__SOURCE RECORDS__:
-- Opening Marker --

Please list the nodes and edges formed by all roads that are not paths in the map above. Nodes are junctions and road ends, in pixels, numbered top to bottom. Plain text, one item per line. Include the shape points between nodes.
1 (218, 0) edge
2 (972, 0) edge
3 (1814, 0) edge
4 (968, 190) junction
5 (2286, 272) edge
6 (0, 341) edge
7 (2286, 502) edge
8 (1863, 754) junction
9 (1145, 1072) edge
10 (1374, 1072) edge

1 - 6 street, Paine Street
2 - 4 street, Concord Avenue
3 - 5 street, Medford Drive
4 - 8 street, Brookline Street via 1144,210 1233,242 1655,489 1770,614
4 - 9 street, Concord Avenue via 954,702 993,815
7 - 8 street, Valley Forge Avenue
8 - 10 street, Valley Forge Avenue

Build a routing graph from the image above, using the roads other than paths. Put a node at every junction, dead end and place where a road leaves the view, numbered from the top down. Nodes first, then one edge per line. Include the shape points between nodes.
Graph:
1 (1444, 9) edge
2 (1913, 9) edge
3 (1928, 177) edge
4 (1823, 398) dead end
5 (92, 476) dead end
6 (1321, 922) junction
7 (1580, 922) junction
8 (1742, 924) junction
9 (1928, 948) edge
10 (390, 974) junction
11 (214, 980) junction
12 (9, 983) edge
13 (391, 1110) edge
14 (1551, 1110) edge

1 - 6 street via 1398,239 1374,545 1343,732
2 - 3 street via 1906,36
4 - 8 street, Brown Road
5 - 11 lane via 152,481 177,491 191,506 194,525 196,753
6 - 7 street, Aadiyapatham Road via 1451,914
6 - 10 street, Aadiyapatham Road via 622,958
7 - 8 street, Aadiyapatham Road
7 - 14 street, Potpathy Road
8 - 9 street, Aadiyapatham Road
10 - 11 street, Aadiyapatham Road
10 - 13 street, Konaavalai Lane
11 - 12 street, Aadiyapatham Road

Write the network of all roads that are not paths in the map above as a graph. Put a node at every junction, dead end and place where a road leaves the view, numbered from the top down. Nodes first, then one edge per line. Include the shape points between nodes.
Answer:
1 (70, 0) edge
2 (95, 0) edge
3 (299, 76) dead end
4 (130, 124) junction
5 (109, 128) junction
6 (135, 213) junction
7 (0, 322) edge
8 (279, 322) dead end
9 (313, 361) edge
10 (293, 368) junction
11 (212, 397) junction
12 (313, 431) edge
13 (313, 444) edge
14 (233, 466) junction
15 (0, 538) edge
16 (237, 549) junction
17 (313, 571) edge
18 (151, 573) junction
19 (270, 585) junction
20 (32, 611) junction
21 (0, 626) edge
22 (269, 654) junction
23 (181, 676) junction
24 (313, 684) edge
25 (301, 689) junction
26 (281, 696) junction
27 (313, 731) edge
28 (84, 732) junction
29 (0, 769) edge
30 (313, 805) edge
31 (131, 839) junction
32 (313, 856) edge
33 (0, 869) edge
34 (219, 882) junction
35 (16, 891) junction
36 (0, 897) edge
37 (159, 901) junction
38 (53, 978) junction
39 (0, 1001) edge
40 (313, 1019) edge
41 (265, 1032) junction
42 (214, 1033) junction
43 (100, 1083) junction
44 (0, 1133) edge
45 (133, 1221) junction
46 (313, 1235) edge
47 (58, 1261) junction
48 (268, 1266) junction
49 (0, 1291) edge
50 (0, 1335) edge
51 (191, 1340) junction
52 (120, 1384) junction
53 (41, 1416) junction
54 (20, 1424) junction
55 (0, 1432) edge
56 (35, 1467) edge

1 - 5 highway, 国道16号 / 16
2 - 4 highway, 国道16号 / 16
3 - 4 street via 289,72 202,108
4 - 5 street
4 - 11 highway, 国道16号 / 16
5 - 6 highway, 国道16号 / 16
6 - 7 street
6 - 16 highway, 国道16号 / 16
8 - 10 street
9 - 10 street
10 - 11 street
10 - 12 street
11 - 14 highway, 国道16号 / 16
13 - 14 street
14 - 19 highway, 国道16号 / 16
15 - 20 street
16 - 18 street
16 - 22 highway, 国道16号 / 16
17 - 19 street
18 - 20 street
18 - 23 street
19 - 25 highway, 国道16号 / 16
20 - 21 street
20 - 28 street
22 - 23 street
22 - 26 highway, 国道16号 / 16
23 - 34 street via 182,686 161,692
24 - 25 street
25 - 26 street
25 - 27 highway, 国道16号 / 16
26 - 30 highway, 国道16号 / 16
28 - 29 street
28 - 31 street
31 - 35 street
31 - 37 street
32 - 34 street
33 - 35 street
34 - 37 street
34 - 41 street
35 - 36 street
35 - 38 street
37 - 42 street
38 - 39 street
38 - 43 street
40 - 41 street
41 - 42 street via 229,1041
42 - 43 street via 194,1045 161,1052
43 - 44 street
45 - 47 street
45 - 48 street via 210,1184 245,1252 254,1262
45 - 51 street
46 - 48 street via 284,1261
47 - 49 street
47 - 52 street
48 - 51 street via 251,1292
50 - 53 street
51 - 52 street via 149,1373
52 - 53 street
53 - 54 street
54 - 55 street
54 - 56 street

-- Closing Marker --

__PROBLEM DESCRIPTION__: Give back each line above precisely as it stands.

__TASK RESPONSE__:
Please list the nodes and edges formed by all roads that are not paths in the map above. Nodes are junctions and road ends, in pixels, numbered top to bottom. Plain text, one item per line. Include the shape points between nodes.
1 (218, 0) edge
2 (972, 0) edge
3 (1814, 0) edge
4 (968, 190) junction
5 (2286, 272) edge
6 (0, 341) edge
7 (2286, 502) edge
8 (1863, 754) junction
9 (1145, 1072) edge
10 (1374, 1072) edge

1 - 6 street, Paine Street
2 - 4 street, Concord Avenue
3 - 5 street, Medford Drive
4 - 8 street, Brookline Street via 1144,210 1233,242 1655,489 1770,614
4 - 9 street, Concord Avenue via 954,702 993,815
7 - 8 street, Valley Forge Avenue
8 - 10 street, Valley Forge Avenue

Build a routing graph from the image above, using the roads other than paths. Put a node at every junction, dead end and place where a road leaves the view, numbered from the top down. Nodes first, then one edge per line. Include the shape points between nodes.
Graph:
1 (1444, 9) edge
2 (1913, 9) edge
3 (1928, 177) edge
4 (1823, 398) dead end
5 (92, 476) dead end
6 (1321, 922) junction
7 (1580, 922) junction
8 (1742, 924) junction
9 (1928, 948) edge
10 (390, 974) junction
11 (214, 980) junction
12 (9, 983) edge
13 (391, 1110) edge
14 (1551, 1110) edge

1 - 6 street via 1398,239 1374,545 1343,732
2 - 3 street via 1906,36
4 - 8 street, Brown Road
5 - 11 lane via 152,481 177,491 191,506 194,525 196,753
6 - 7 street, Aadiyapatham Road via 1451,914
6 - 10 street, Aadiyapatham Road via 622,958
7 - 8 street, Aadiyapatham Road
7 - 14 street, Potpathy Road
8 - 9 street, Aadiyapatham Road
10 - 11 street, Aadiyapatham Road
10 - 13 street, Konaavalai Lane
11 - 12 street, Aadiyapatham Road

Write the network of all roads that are not paths in the map above as a graph. Put a node at every junction, dead end and place where a road leaves the view, numbered from the top down. Nodes first, then one edge per line. Include the shape points between nodes.
Answer:
1 (70, 0) edge
2 (95, 0) edge
3 (299, 76) dead end
4 (130, 124) junction
5 (109, 128) junction
6 (135, 213) junction
7 (0, 322) edge
8 (279, 322) dead end
9 (313, 361) edge
10 (293, 368) junction
11 (212, 397) junction
12 (313, 431) edge
13 (313, 444) edge
14 (233, 466) junction
15 (0, 538) edge
16 (237, 549) junction
17 (313, 571) edge
18 (151, 573) junction
19 (270, 585) junction
20 (32, 611) junction
21 (0, 626) edge
22 (269, 654) junction
23 (181, 676) junction
24 (313, 684) edge
25 (301, 689) junction
26 (281, 696) junction
27 (313, 731) edge
28 (84, 732) junction
29 (0, 769) edge
30 (313, 805) edge
31 (131, 839) junction
32 (313, 856) edge
33 (0, 869) edge
34 (219, 882) junction
35 (16, 891) junction
36 (0, 897) edge
37 (159, 901) junction
38 (53, 978) junction
39 (0, 1001) edge
40 (313, 1019) edge
41 (265, 1032) junction
42 (214, 1033) junction
43 (100, 1083) junction
44 (0, 1133) edge
45 (133, 1221) junction
46 (313, 1235) edge
47 (58, 1261) junction
48 (268, 1266) junction
49 (0, 1291) edge
50 (0, 1335) edge
51 (191, 1340) junction
52 (120, 1384) junction
53 (41, 1416) junction
54 (20, 1424) junction
55 (0, 1432) edge
56 (35, 1467) edge

1 - 5 highway, 国道16号 / 16
2 - 4 highway, 国道16号 / 16
3 - 4 street via 289,72 202,108
4 - 5 street
4 - 11 highway, 国道16号 / 16
5 - 6 highway, 国道16号 / 16
6 - 7 street
6 - 16 highway, 国道16号 / 16
8 - 10 street
9 - 10 street
10 - 11 street
10 - 12 street
11 - 14 highway, 国道16号 / 16
13 - 14 street
14 - 19 highway, 国道16号 / 16
15 - 20 street
16 - 18 street
16 - 22 highway, 国道16号 / 16
17 - 19 street
18 - 20 street
18 - 23 street
19 - 25 highway, 国道16号 / 16
20 - 21 street
20 - 28 street
22 - 23 street
22 - 26 highway, 国道16号 / 16
23 - 34 street via 182,686 161,692
24 - 25 street
25 - 26 street
25 - 27 highway, 国道16号 / 16
26 - 30 highway, 国道16号 / 16
28 - 29 street
28 - 31 street
31 - 35 street
31 - 37 street
32 - 34 street
33 - 35 street
34 - 37 street
34 - 41 street
35 - 36 street
35 - 38 street
37 - 42 street
38 - 39 street
38 - 43 street
40 - 41 street
41 - 42 street via 229,1041
42 - 43 street via 194,1045 161,1052
43 - 44 street
45 - 47 street
45 - 48 street via 210,1184 245,1252 254,1262
45 - 51 street
46 - 48 street via 284,1261
47 - 49 street
47 - 52 street
48 - 51 street via 251,1292
50 - 53 street
51 - 52 street via 149,1373
52 - 53 street
53 - 54 street
54 - 55 street
54 - 56 street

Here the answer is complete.